Channel _ transistor and two: Kun ion to form. Preferably, for the P limbs, the source and drain regions 114 94299 19 200901332 are formed by implanting boron ions. A silicide-forming blanket layer (not shown) is deposited on the surface of the source and the gate region 114 and the surface of the gate electrode 110 by, for example, rapid thermal annealing (Rapid) Thermal

Annealing (RTA) is used to heat the metal telluride layer 128 formed over each of the source and drain regions, and the metallization layer 144 on the gate electrode 110. In an alternate embodiment, the hard mask used to form the gate stack 134 as shown in FIG. 8 is not removed after the gate stack is formed, such that the metal halide layer 144 on the gate electrode 110 can be avoided. form. For example, the telluride forming metal may be cobalt, nickel, rhenium, ruthenium, palladium or alloys thereof, and is preferably cobalt, nickel or Nickel plus about 5% platinum. For example, the telluride-forming metal can be deposited by sputtering (thickness of 5 to 5 Å, preferably about 10 nm). Any lithium that is not in contact with the exposed ruthenium ( For example, 'deposited on the additional spacer or on the hard mask layer (IV) to form a metal) does not react during the RTA to form a lithium compound and can then be wet-etched in the h2o2/h2so4s hno3/hci solution Was removed. _ /, /, MOS transistor with high dielectric constant of low interface trap density and the formation of such M〇s transistor, Chi I μ two; 1 electric coefficient offset spacer, MOS transistor exhibits t = irRspr + R 〇 v. The reduction of the resistor component R - promotes the external resistance of the transistor is small Φ salty, and therefore, improves the driving current of the transistor Although at least one instance of 94299 20 200901332 has been proposed in the method of the present invention, it should be understood that there are a large number of variations. It should also be understood that the exemplary embodiments are merely examples and are not It is intended that the scope, application, or composition of the invention be limited. Conversely, the foregoing embodiments will provide those skilled in the art and should not be used to implement the invention.
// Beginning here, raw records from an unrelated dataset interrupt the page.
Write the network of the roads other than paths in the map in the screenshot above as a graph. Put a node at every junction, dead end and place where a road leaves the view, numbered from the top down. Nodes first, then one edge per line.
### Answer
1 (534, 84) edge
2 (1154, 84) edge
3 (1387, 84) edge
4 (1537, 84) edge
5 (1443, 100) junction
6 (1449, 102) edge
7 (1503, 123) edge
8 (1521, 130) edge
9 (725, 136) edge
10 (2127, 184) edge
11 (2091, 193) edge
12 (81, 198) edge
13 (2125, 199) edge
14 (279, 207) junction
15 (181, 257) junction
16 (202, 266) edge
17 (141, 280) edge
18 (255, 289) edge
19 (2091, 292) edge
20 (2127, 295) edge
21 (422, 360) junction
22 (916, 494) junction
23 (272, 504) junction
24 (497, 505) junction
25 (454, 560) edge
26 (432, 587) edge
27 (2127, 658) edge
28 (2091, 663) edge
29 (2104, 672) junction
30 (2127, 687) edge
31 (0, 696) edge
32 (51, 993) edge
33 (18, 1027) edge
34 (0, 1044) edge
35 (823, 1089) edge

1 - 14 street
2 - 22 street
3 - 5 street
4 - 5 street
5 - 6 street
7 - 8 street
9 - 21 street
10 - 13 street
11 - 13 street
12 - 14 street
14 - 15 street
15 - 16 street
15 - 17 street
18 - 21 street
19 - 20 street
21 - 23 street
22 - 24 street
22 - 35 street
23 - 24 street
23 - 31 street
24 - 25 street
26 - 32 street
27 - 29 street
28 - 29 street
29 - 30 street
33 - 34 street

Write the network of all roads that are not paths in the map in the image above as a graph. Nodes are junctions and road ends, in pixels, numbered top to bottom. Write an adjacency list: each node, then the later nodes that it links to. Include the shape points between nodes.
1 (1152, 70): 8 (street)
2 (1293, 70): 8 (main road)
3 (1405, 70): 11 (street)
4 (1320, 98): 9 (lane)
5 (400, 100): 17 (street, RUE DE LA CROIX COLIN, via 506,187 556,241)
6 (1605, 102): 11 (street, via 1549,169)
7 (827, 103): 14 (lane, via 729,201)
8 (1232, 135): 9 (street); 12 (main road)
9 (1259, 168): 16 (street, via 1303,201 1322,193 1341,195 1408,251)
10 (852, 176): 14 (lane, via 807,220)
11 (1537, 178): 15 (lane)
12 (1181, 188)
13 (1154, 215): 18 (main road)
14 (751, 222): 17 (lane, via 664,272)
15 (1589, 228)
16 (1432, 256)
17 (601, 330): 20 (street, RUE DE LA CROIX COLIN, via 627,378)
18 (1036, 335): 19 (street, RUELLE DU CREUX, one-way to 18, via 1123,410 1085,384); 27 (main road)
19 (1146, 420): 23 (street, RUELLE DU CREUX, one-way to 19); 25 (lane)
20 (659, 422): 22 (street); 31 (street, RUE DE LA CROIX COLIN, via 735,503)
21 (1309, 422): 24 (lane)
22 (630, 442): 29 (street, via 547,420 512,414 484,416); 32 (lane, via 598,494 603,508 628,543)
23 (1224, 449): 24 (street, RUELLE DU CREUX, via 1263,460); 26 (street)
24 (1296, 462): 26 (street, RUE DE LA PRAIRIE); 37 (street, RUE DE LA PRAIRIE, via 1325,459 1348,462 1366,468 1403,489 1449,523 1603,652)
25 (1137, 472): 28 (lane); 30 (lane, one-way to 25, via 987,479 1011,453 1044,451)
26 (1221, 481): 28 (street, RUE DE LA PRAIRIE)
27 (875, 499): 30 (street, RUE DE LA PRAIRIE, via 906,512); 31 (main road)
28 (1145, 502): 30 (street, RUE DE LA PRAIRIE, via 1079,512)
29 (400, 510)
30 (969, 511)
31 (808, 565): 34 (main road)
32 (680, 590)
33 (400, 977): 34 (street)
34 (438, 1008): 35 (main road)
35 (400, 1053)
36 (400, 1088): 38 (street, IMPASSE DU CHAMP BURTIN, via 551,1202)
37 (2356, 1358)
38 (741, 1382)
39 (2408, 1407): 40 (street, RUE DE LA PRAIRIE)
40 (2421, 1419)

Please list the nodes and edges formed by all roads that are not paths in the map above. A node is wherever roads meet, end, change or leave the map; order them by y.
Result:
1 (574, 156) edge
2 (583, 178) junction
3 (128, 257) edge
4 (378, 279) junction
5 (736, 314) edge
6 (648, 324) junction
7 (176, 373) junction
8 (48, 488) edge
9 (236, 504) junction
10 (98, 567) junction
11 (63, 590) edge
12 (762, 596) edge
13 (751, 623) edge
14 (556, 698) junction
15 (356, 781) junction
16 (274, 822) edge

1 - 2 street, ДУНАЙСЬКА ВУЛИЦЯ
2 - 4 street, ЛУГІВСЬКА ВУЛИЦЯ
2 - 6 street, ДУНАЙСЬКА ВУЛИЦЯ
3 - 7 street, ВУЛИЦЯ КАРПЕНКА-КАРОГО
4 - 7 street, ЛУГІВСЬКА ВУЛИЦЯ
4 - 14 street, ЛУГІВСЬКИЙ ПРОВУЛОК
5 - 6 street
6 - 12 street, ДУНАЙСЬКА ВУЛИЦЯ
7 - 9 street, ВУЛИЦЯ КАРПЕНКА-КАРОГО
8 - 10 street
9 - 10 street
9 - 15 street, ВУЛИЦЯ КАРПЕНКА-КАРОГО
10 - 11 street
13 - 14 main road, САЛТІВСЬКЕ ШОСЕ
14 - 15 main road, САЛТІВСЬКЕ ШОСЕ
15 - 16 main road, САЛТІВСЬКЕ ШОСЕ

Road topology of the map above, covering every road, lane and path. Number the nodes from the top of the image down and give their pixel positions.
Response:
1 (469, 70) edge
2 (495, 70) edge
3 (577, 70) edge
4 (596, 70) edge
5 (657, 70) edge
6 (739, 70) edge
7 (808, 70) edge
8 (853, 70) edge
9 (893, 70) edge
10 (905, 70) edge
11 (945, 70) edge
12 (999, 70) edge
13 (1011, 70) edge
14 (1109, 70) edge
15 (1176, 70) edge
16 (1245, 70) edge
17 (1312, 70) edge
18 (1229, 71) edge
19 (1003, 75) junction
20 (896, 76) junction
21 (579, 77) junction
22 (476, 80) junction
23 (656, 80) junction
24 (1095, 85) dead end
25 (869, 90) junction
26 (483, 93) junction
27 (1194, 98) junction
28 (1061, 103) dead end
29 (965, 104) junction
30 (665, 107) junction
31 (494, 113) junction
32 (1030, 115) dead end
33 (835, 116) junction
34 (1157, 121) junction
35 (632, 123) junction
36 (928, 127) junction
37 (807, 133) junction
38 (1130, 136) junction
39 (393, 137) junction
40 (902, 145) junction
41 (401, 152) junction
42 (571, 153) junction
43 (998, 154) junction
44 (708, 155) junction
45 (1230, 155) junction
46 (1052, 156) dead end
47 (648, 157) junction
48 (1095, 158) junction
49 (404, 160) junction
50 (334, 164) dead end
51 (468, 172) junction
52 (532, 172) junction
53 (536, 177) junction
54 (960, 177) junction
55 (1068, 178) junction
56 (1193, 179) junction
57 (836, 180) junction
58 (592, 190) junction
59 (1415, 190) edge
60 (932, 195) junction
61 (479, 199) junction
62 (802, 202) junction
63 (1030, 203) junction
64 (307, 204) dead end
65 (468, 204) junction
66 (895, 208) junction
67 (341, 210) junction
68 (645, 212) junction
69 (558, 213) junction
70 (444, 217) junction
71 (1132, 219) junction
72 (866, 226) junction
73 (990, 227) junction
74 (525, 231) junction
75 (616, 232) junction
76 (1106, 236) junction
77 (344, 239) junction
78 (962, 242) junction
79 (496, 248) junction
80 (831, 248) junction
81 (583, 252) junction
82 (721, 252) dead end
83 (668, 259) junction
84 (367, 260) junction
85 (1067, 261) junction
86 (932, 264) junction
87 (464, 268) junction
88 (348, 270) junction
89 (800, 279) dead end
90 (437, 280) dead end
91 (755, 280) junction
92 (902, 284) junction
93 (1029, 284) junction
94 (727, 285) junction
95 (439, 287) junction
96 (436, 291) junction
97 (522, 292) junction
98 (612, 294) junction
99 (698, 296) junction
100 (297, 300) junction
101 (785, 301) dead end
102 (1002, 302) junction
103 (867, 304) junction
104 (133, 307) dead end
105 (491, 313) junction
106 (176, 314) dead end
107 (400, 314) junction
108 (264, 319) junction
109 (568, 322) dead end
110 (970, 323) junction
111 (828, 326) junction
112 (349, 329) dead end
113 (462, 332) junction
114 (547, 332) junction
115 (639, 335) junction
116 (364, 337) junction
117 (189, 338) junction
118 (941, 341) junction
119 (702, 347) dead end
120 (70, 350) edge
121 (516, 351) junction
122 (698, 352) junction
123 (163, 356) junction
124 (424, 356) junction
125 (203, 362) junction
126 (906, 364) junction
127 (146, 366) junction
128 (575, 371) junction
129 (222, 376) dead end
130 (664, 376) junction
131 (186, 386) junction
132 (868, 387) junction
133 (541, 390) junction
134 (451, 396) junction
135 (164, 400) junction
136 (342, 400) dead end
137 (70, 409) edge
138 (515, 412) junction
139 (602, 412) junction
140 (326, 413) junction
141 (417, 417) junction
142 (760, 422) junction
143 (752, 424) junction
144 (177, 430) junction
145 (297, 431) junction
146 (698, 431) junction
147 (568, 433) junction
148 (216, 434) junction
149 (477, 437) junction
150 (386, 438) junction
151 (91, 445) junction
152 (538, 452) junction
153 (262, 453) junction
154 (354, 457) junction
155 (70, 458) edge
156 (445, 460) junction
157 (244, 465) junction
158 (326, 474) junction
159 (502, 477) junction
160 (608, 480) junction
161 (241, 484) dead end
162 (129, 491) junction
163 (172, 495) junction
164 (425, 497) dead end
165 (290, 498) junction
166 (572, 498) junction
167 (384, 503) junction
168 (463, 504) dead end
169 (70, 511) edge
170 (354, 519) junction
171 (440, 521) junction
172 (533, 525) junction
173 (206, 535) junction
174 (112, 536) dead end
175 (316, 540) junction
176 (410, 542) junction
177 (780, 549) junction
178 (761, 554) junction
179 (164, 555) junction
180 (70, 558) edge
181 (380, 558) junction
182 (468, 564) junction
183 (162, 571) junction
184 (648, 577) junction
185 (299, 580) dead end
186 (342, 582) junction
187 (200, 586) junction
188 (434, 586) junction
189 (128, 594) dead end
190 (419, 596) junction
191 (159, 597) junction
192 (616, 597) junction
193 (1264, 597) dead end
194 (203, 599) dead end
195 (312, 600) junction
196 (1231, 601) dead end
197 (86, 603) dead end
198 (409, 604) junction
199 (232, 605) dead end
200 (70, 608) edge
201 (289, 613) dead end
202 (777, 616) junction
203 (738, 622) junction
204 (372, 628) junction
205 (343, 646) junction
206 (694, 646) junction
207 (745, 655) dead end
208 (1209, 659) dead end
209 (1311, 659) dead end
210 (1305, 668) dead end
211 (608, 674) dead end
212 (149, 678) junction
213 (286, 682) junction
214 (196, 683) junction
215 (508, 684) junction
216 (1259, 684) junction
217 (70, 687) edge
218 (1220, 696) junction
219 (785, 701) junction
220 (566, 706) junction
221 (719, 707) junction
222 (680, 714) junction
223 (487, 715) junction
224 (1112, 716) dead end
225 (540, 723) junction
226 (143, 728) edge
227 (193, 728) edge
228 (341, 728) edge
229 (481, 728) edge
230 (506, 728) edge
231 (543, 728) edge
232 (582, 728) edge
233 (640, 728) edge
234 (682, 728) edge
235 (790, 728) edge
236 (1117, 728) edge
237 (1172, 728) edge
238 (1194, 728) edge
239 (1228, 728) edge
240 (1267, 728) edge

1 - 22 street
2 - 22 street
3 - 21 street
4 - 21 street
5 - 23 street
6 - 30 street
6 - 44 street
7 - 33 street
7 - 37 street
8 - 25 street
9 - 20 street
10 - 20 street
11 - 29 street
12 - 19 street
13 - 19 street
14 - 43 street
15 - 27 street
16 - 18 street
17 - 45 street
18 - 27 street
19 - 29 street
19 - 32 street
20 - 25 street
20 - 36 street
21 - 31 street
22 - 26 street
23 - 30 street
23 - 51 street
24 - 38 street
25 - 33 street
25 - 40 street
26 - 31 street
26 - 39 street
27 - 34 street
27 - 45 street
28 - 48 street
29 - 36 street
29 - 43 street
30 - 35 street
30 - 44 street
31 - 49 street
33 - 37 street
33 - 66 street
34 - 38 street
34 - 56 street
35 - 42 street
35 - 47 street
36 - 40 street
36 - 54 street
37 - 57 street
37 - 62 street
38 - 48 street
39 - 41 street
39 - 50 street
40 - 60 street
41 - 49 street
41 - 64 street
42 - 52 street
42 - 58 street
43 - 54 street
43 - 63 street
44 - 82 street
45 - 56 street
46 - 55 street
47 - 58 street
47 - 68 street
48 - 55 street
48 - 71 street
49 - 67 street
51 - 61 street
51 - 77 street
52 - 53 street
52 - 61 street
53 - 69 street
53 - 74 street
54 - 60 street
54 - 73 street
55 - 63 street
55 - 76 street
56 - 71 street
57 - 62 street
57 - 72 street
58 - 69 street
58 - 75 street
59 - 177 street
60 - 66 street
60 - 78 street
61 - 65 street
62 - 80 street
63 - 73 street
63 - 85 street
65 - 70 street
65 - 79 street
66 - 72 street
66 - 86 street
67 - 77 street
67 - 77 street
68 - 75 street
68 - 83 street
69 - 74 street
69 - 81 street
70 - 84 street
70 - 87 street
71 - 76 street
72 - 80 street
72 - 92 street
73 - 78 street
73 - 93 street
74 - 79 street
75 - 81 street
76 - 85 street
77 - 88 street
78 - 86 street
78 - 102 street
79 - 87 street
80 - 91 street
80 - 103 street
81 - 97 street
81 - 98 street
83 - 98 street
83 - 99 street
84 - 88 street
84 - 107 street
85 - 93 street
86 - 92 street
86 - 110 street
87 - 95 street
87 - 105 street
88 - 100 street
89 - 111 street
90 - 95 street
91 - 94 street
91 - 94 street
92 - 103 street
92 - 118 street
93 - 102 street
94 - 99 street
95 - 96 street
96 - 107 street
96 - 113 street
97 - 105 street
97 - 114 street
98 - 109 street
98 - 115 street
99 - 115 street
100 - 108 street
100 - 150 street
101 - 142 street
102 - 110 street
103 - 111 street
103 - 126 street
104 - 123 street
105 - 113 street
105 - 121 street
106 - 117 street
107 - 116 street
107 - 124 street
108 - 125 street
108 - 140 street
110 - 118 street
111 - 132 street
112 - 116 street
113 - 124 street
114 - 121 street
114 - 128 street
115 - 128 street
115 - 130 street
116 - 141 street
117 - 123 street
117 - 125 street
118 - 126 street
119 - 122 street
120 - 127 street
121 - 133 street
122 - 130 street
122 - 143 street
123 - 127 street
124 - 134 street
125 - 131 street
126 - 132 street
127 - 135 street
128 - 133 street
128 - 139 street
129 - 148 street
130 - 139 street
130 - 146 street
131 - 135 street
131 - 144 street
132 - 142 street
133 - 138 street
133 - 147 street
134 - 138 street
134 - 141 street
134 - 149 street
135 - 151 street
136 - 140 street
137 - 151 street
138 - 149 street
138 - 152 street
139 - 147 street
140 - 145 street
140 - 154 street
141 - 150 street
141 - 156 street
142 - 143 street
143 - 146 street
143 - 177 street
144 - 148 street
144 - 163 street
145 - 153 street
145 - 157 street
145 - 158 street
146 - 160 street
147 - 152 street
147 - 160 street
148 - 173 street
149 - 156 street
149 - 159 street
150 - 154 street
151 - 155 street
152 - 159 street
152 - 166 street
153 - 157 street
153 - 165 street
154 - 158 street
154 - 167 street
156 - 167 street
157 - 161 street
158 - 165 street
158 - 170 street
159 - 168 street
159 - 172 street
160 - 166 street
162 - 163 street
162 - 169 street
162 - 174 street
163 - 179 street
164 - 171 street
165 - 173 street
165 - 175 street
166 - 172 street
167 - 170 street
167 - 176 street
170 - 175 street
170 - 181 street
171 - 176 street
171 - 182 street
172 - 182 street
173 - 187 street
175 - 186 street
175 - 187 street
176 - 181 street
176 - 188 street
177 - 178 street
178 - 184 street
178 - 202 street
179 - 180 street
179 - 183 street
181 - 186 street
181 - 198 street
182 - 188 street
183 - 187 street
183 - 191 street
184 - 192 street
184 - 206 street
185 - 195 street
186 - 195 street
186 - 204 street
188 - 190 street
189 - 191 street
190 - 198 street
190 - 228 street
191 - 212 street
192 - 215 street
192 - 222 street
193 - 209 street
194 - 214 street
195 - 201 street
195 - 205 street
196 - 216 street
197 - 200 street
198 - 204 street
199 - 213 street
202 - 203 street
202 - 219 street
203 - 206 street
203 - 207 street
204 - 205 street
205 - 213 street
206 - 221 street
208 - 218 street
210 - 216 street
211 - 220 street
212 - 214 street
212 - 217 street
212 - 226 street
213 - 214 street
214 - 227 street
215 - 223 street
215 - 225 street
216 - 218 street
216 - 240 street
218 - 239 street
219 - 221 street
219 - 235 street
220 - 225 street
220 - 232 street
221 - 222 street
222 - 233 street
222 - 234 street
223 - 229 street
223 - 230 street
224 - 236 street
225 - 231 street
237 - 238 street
It should be understood that the scope of the patent and/or the law should be In the case of the invention of the invention proposed by the newcomer, various changes can be made to the function and configuration of the components described in the example. [Simplified illustration]

BRIEF DESCRIPTION OF THE DRAWINGS The present invention will be described with reference to the accompanying drawings, wherein the same reference numerals represent the same elements, and wherein: FIG. 1 is a cross-sectional view of a conventional MOS galvanic body of various components having external resistors; Sa No. 2 The figure shows a graph showing the dependence of the external resistance of the M0S transistor on the gate overdrive voltage. Figure 3 is a graph showing the various components of the external resistor of the M〇s transistor (depending on the gate overdrive voltage). 4 is a cross-sectional view of an M〇s transistor according to an exemplary embodiment of the present invention; FIG. 5 is a diagram illustrating the dependence of various components of the external resistor of the M〇s transistor of FIG. 4 on the gate overdrive voltage. Figure 6 is a cross-sectional view of a m〇s transistor in accordance with another exemplary embodiment of the present invention; and Figures 7 through 12 are cross-sectional views illustrating an exemplary embodiment of the present invention for use in the production of Figure 4 Method of MOS transistor; and 94299 21 200901332 10, 203, 202 MOS transistor 12, 11 16 , 1 〇 20, η 24 28, 20 32, 54 36, 45 40, 42 ί 116. 116 120 126 132 136 138 144 Figures 13 to 15 show the roots in sections The invention is a method for fabricating the MOS transistor of Fig. 6. % is not implemented [description of main component symbols] gate electrode 14, 108 gate insulator semiconductor substrate 18, 114 source and drain region conductive contact Piece 22 Reoxidation sidewall spacer first spacer 26 third spacer overlap region 30 ' 50, 150 graph y-axis 34, 52 X-axis 56, 125 curve 38 ' 112 source and drain extensions 44, 124 resistor assembly Semiconductor device 106 surface portion channel region 118 high dielectric constant bias spacing additional spacer 122 sidewall thickness 130 gate insulator material gate material layer 134 gate stack to k dielectric material layer arrow 142 additional spacer material layer Metal telluride layer 210 distance 94299 22

Claims (1)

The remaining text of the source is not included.